Sempre tive uma admiração muito grande pelo cineasta alemão Werner Herzog, uma admiração que, porém, ia além de sua filmografia e chegava a um nível tão alto que eu nunca soube realmente explicar a razão. Acho que encontrei a resposta para esse mistério no breve prefácio dele em seu livro O Crepúsculo do Mundo, sua primeira obra literária de ficção. No texto, ele explica que estava no Japão para dirigir a ópera Chushingura quando lhe foi oferecida a oportunidade de ter uma audiência privada com o Imperador Akihito. De reflexo, ele negou dizendo que seria algo apenas formal, sem grande valor pessoal para ele, mas automaticamente percebeu o tamanho da gafe que cometera. Mas, ela já fora cometida e não havia volta. Alternativamente, mesmo assim, foi-lhe oferecida a oportunidade de se reunir com qualquer outra pessoa do Japão que lhe interessasse e ele imediatamente escolheu Hiroo Onoda, que acabou sendo o foco do livro sob análise.
Mas, antes de eu chegar ao livro em si, deixe-me apenas concluir meu ponto sobre Herzog a partir do que relatei acima: minha admiração por ele não vem apenas de seus vários magníficos filmes e documentários, mas sim por ele ter a versatilidade de dirigir uma ópera no Japão, ter a honestidade de negar um encontro com o Imperador, mesmo reconhecendo seu erro formal e, no lugar, pedindo para conhecer Onoda, tecnicamente a penúltima pessoa a render-se depois do fim da Segunda Guerra Mundial, ainda que ele seja de longe o mais famoso, tendo inclusive morado no Brasil durante um bom tempo após seu retorno de seu posto na ilha de Lubang, nas Filipinas, onde ficou de 1944 a agosto de 1974 (sim, 30 anos!). Como não tirar o chapéu para Herzog, não é mesmo?

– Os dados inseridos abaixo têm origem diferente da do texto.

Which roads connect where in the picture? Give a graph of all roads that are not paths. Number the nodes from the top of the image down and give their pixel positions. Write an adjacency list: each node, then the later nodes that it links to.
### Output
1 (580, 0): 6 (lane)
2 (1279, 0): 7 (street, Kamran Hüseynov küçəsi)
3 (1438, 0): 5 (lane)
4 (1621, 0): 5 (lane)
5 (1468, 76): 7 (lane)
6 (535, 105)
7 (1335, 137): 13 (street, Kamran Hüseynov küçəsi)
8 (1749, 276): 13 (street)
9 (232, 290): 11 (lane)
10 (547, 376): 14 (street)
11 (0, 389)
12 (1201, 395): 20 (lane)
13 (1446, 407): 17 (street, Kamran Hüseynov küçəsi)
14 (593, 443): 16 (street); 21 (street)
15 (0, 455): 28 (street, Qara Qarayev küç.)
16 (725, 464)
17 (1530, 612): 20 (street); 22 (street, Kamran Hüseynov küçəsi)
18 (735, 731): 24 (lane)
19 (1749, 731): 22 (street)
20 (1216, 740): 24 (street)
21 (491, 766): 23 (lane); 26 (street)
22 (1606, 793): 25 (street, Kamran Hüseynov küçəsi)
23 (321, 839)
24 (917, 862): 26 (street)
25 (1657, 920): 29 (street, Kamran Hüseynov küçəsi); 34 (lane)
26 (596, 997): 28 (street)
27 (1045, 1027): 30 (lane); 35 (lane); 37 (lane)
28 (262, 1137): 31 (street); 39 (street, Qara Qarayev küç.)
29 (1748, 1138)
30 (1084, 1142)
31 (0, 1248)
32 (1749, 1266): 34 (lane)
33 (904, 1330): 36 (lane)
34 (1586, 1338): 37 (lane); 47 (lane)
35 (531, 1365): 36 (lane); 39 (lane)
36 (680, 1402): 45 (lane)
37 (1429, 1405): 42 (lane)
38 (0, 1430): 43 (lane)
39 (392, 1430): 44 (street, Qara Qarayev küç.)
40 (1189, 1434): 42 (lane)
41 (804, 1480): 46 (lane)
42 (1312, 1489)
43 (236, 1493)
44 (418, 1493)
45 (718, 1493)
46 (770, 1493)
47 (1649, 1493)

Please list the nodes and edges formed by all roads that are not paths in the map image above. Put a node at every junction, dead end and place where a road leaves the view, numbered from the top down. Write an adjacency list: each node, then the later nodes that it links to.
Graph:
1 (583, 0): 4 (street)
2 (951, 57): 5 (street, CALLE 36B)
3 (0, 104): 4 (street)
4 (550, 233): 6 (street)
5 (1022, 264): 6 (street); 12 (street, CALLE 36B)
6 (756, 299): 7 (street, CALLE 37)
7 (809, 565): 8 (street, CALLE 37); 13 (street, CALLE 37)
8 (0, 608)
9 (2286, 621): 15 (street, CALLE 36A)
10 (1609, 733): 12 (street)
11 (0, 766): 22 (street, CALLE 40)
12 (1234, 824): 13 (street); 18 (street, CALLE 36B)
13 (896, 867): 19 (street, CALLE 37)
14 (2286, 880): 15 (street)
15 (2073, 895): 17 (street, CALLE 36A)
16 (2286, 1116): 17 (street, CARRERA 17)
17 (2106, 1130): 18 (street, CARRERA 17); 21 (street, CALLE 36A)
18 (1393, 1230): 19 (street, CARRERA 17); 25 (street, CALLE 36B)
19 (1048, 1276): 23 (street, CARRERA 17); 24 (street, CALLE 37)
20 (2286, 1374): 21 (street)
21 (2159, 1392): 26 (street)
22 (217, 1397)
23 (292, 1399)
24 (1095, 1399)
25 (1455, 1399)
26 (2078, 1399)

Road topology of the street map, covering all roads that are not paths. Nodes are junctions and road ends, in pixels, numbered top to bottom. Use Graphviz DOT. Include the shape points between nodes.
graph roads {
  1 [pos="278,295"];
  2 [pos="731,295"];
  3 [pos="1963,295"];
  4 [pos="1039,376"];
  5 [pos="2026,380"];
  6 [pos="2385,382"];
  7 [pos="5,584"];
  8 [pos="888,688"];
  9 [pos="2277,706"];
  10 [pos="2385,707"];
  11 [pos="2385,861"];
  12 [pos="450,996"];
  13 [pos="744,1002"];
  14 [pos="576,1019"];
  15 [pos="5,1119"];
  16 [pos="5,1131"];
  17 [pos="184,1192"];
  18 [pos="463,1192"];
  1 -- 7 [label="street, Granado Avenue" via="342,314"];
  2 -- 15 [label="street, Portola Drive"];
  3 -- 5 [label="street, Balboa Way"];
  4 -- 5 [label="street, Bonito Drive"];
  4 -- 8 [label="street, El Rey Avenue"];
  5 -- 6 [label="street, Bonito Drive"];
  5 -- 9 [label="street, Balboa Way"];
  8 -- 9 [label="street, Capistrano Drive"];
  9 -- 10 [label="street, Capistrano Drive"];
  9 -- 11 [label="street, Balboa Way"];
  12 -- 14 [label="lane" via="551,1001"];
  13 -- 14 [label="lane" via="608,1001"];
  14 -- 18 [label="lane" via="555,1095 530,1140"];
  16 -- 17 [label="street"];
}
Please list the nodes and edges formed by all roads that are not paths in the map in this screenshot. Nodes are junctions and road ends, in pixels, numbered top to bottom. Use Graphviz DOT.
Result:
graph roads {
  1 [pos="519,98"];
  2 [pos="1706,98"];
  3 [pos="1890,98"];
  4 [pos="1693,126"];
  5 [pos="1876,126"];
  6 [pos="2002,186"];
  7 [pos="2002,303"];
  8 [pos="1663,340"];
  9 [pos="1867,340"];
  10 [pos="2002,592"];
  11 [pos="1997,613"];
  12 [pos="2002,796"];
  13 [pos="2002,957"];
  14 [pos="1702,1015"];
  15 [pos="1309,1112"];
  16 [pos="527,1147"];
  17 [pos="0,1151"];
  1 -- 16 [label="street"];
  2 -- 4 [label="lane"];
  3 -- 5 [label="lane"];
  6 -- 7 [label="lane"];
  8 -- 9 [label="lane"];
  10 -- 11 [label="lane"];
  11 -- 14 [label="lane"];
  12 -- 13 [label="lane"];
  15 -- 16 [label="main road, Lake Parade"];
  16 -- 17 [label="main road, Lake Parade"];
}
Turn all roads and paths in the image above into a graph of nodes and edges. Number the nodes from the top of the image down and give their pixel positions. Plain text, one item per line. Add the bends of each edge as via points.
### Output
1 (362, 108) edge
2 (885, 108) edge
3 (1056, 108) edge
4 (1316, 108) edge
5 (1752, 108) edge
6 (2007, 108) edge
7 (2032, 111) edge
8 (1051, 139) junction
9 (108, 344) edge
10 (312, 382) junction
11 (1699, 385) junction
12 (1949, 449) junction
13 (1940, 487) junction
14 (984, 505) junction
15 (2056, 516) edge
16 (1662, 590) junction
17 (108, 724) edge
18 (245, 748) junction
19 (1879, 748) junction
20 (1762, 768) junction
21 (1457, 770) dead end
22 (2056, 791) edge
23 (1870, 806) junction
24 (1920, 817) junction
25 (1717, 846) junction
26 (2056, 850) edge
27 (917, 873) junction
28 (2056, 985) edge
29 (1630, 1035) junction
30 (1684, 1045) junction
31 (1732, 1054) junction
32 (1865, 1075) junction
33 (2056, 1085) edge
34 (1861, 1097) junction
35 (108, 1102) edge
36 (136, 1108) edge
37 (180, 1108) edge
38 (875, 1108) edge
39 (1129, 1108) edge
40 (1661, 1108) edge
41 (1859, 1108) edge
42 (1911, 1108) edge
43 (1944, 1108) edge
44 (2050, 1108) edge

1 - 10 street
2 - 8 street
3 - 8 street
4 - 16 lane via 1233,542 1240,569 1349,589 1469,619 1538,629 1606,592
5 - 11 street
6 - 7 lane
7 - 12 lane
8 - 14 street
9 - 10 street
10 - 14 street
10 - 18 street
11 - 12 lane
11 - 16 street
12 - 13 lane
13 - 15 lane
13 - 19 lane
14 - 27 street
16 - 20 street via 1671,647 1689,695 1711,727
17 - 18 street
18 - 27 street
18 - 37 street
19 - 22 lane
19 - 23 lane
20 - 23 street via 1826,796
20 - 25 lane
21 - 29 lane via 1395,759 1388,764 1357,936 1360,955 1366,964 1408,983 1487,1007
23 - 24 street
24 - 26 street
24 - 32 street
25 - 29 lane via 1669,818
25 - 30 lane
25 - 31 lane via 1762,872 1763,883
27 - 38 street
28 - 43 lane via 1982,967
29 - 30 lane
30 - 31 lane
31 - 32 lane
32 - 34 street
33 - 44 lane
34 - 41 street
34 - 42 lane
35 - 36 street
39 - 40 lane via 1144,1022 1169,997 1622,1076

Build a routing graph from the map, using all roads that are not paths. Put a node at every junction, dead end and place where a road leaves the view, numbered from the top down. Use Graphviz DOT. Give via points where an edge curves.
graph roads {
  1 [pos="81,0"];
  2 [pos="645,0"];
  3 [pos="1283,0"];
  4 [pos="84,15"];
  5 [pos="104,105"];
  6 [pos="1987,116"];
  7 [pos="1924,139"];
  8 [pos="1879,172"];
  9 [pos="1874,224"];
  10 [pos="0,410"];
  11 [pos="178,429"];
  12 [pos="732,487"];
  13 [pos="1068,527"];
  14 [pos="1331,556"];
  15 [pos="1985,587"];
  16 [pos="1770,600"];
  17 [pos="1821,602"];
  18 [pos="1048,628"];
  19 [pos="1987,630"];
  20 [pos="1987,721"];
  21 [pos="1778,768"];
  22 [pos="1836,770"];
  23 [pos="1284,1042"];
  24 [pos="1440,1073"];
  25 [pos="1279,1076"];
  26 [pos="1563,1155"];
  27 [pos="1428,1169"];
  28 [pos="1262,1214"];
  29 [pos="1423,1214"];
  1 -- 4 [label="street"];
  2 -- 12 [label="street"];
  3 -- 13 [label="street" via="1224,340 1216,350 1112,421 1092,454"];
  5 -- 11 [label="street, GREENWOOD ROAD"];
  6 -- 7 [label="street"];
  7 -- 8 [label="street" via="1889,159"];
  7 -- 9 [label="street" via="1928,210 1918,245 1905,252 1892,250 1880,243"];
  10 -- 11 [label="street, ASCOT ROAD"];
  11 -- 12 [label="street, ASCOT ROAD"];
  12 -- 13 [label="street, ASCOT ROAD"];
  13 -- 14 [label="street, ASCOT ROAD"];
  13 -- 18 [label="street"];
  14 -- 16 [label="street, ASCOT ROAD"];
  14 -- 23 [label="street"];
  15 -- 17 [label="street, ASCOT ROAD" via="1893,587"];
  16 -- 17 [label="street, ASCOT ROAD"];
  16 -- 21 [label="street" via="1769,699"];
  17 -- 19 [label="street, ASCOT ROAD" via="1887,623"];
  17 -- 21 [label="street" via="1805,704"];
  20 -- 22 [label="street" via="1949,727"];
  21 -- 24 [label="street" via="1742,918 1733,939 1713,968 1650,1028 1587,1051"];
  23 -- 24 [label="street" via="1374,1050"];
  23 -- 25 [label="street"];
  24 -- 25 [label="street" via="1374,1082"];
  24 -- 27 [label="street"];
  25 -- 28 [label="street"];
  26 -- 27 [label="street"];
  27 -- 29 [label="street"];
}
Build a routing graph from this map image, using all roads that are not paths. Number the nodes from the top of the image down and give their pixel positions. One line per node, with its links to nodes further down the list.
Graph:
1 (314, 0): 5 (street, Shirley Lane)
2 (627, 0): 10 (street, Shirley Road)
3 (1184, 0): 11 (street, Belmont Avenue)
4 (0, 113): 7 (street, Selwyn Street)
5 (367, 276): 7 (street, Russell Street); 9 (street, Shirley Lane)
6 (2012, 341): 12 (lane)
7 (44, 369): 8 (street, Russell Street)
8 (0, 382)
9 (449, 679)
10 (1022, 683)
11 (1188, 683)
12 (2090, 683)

Em seu curtíssimo livro – diria que curto até demais – Herzog relata com brevidade, economia e uma dose de lirismo a permanência de Onoda na ilha, no exato mesmo posto que foi ordenado a ficar até que as forças imperiais japoneses retornassem. O livro é escrito com o artifício do enquadramento, começando pelo localização do soldado japonês pelo jovem compatriota Norio Suzuki que largou a faculdade e resolveu viajar pelo mundo com três objetivos: encontrar Onoda, ver um panda em seu habitat natural e achar o Abominável Homem das Neves. Não era segredo algum na ilha que havia ainda pelo menos um soldado japonês por ali, pelo que Suzuki não teve um trabalho muito grande para cumprir sua primeira missão. Quando Onoda estabelece como condição para sua rendição que seu superior venha pessoalmente lhe passar essas ordens e Suzuki, então, precisa retornar ao Japão para isso, a história então começa a partir do momento em que Onoda recebe ordens explícitas e inequívocas de defender a ilha contra as forças inimigas custe o que custar, usando todos os seus conhecimentos de guerra de guerrilha, sua especialidade e a razão de ele ser escolhido para a missão.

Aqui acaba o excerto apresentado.